Work order:
Check every line of the entries below for "South", and copy the lines that have it.

[Saved entries]
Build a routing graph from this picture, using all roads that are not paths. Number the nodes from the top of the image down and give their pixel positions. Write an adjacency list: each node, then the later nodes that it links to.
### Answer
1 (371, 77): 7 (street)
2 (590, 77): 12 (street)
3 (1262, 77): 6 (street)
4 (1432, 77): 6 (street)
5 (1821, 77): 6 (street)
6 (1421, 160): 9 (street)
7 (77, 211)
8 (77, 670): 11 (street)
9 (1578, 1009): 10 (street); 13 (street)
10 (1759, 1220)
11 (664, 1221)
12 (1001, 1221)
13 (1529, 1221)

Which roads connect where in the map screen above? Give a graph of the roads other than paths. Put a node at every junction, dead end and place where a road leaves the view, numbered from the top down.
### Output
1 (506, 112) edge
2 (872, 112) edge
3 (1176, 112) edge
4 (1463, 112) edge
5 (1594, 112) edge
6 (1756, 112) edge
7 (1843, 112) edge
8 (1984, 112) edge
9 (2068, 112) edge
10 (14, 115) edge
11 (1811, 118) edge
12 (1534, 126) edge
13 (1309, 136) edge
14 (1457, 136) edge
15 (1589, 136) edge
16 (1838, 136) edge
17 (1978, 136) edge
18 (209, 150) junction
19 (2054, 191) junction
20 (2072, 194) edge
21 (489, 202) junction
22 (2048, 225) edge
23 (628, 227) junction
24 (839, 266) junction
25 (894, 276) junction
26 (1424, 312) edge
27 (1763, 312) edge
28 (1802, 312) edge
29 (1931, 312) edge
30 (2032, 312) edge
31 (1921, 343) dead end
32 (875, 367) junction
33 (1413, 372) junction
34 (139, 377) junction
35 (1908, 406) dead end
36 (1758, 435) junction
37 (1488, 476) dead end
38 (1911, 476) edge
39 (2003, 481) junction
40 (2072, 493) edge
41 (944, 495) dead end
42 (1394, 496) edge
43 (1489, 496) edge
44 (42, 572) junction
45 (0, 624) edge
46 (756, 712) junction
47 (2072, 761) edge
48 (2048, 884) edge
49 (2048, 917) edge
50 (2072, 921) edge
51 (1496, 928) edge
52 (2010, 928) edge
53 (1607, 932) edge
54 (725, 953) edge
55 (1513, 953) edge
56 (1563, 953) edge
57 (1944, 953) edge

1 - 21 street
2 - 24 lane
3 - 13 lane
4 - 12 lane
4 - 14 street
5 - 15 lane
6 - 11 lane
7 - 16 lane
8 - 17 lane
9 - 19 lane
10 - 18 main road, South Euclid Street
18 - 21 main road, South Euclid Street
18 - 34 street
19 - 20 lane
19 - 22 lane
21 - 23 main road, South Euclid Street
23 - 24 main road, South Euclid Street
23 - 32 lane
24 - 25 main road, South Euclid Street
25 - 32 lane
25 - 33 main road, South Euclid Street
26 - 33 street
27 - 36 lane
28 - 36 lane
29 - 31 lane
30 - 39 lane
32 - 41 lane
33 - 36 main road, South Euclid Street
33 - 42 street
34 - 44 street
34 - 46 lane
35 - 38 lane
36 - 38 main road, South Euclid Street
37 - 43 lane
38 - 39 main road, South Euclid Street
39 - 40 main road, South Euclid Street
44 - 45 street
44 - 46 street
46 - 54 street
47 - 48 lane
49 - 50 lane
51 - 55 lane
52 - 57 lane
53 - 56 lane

Solution to this exercise:
10 - 18 main road, South Euclid Street
18 - 21 main road, South Euclid Street
21 - 23 main road, South Euclid Street
23 - 24 main road, South Euclid Street
24 - 25 main road, South Euclid Street
25 - 33 main road, South Euclid Street
33 - 36 main road, South Euclid Street
36 - 38 main road, South Euclid Street
38 - 39 main road, South Euclid Street
39 - 40 main road, South Euclid Street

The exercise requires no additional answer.